Adaptation to climate change will cost billions

Guyana would have to spend billions of US dollars on adaptation to climate change as rising sea levels and adverse weather patterns could lay waste to fertile lands agricultural lands, particularly on the coastland, President Bharrat Jagdeo said.

Speaking on a number of issues including climate change, food prices, fuel prices and the global trading environment and their impact on the local scene at the opening of the PPP 29th Congress at the Diamond Secondary School yesterday, Jagdeo shied away from referring to developments under the PPP/C which he felt had been covered by the PPP General Secretary Donald Ramotar and former President Janet Jagan in their addresses. He nevertheless engaged in his usual bashing of sections of the media over their coverage of the government, more particularly the Stabroek News and the Kaieteur News.

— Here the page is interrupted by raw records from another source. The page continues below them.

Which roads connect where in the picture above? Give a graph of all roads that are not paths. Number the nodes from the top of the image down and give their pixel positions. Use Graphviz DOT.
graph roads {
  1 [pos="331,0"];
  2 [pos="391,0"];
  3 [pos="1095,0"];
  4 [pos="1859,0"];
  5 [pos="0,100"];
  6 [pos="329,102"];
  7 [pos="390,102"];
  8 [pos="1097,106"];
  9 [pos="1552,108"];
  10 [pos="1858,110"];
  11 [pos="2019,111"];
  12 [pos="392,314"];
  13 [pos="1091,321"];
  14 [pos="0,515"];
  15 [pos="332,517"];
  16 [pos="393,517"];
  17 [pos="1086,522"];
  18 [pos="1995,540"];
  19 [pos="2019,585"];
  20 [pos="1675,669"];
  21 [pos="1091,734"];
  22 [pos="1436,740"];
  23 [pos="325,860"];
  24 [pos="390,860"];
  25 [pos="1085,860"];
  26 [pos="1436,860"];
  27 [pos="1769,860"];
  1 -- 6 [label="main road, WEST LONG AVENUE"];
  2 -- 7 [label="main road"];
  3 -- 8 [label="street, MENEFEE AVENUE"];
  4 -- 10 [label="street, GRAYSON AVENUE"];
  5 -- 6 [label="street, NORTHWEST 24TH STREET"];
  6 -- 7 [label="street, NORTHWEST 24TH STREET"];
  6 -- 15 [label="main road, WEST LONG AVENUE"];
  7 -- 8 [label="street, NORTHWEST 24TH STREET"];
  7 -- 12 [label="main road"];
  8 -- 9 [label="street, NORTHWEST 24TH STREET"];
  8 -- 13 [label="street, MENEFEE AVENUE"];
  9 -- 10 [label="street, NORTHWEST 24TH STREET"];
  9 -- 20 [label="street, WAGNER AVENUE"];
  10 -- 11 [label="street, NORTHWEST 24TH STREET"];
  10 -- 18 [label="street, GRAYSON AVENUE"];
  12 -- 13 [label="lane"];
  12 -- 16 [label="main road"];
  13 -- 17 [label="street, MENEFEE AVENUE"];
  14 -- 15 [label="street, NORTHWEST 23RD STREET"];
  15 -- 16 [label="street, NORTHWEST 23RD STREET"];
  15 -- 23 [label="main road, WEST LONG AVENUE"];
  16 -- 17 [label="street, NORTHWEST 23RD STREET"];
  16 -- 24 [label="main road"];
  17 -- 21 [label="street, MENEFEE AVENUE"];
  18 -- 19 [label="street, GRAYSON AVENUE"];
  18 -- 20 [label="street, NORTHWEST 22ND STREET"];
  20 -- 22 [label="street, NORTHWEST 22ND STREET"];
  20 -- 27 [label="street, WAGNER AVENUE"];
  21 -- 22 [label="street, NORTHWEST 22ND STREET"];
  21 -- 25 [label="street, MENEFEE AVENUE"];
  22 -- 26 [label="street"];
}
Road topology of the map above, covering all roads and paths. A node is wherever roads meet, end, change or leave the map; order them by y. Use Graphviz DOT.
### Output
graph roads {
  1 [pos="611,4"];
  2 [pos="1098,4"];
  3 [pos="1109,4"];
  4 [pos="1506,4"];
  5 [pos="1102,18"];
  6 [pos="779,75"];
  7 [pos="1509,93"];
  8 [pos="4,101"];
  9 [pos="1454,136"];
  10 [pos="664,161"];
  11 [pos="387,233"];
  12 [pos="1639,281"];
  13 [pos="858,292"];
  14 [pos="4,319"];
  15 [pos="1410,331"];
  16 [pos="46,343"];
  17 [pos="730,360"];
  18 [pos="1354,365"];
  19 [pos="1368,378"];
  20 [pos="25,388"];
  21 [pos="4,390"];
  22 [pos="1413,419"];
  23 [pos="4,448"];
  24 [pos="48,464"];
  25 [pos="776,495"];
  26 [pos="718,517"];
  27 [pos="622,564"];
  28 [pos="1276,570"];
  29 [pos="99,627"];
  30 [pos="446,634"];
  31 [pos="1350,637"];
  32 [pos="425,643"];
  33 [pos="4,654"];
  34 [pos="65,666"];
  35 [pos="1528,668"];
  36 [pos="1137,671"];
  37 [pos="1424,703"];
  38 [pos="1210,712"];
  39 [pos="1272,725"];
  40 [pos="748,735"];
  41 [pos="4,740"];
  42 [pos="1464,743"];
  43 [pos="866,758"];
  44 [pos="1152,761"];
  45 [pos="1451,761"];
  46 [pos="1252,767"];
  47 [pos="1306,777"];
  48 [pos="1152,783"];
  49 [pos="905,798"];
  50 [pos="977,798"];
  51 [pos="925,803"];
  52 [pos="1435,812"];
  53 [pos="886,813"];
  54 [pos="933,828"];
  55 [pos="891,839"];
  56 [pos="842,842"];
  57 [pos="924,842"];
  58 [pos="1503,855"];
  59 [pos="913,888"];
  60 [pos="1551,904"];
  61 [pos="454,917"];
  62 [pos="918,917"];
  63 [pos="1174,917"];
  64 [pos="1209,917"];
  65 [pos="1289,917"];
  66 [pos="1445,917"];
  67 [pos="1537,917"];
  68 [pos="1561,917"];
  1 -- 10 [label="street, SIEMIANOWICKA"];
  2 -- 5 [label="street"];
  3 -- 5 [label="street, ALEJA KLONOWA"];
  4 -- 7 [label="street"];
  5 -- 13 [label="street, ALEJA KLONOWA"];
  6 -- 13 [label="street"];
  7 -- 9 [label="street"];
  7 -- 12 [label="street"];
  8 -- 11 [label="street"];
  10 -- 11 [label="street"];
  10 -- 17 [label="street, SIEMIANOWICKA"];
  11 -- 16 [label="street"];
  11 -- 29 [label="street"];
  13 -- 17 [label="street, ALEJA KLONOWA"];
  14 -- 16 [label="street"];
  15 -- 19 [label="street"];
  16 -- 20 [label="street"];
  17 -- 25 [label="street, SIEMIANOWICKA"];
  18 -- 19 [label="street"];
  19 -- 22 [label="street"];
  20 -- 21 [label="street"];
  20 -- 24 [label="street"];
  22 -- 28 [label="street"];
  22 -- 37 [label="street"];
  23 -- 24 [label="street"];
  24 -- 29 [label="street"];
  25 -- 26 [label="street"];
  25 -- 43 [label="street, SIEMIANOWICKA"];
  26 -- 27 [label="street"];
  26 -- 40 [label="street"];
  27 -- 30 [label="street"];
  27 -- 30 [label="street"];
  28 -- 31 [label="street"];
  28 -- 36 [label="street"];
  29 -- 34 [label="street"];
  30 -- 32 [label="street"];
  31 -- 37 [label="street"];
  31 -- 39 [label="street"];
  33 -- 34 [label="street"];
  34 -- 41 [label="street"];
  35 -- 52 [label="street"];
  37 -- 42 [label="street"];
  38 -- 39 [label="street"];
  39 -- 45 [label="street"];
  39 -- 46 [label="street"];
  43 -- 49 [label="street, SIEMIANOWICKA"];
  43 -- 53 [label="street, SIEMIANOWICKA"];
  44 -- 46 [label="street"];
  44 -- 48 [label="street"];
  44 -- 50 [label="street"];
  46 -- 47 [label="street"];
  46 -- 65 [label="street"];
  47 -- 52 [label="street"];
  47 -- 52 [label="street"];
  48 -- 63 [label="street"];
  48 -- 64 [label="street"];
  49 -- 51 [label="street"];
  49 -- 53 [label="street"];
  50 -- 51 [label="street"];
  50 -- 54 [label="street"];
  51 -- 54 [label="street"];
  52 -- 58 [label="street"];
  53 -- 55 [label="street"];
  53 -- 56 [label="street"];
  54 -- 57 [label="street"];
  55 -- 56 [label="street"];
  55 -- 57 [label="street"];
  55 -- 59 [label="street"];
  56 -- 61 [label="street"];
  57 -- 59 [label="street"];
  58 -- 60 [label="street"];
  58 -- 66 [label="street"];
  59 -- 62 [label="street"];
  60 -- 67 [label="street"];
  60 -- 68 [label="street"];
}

Jagdeo said that in protecting the coast from the Atlantic Ocean the government had had to spend recently US$6.4 million to build one kilometre of concrete sea defences and US$4.4 million to build with the riff-raff design. The country, he said, needed to fortify 360 kilometres of sea defences an the sums already spent on one kilometer would give an idea of how much money was needed for the country’s infrastructure.

This did not include financing needed for other areas that required attention in terms of climate change, including the conservancy dams and drainage and irrigation.

He noted again the need to lobby for a change in the Kyoto Protocol which would allow Guyana and countries like Guyana with standing forests and tropical rainforests to earn more from carbon trading, which he felt could pay even better than the traditional industries like sugar and bauxite.

On the issue of fuel prices, Jagdeo said that he had no doubt that in the near future Guyana would be an oil and gas producing country, following explorations and gas finds in the Rupununi and in areas next to Suriname where exploration is set to commence later this year and some time next year.

He noted that the government had already invited bids for a major hydro-electric power project which, if the price was right, would begin by year end.  This would help in the medium and long terms to meet energy needs and the costs associated with these. At present, he noted that the government has undertaken to meet consumers costs through billions of dollars in fuel subsidies that were also impacting on the food situation particularly, flour.

The sum of $12 billion had been budgeted to subsidise electricity costs which if it had been passed on to consumers would have reflected a 40% to 50% increase in current costs to consumers. This was unlike what took place in 1976, he said, when the fuel crisis caused the PNC administration to ban a number of food items.

There was also a huge interest in bio-fuel production which would not affect current food production or involve the cutting down of forests. In addition he said that the government had begun the introduction of solar energy in some Amerindian communities where they had given each household a small solar battery so it could have lights. “We want to do it in all Amerindian villages,” he said.

On the issue of increasing food prices, Jagdeo said that there was need to deal with agriculture on a scientific basis with large shareholdings for sustainability in grain crops and peasant-type holdings. There was also need for more research.

On the global trading environment, he observed that the World Trade Organisation’s mini-ministerial negotiations had collapsed because of the developed world’s interest in protecting their subsidies and markets, which did not assist developing countries. On the Economic Partnership Agree-ment (EPA) between Cariforum countries and the EU, he said that  Guyana was the only country in the Caribbean which would not sign it until there had been a national consultation on how it would affect Guyanese. He felt that the EPA would harm more than help and in some cases would wipe out certain sectors of the economy.

On the local scene, he said that there would be need to strike a balance between civil liberties and the protection of the citizenry. This would include legislation for wiretapping to guard against acts of criminality and legislation that protected children from paedophiles among others.

He said too that there was need to change the political culture and to work for the renewal of local democracy. Earlier in his address he spoke about some of the achievements of the government in dealing with transparency and accountability on fiscal matters, particularly as it related to legislation.

Speaking about the party which he said must not be defined by “the hostile media, not Peeping Tom, not Freddie Kissoon,” Jagdeo said, “We must be defined by ourselves.” Earlier he had castigated Stabroek News and Kaieteur News for picking and choosing issues. “They never choose to write about the challenges in dealing with issues,” he said, “and sometimes our own comrades suck up to these so-called analysts.”
He went on to refer to some media “intellectuals” who were “pedantic” and “PPP haters.”

“They would never see anything we do in a positive light. And then there are others who are clothed in intellectual garb; they are asinine analysers.”

Thanking the party members for support they gave him while in office and the party “for the confidence it reposed in me when it chose me to be the presidential candidate” Jagdeo said it was the last congress he was addressing as President of Guyana unless “we have another but I doubt that.”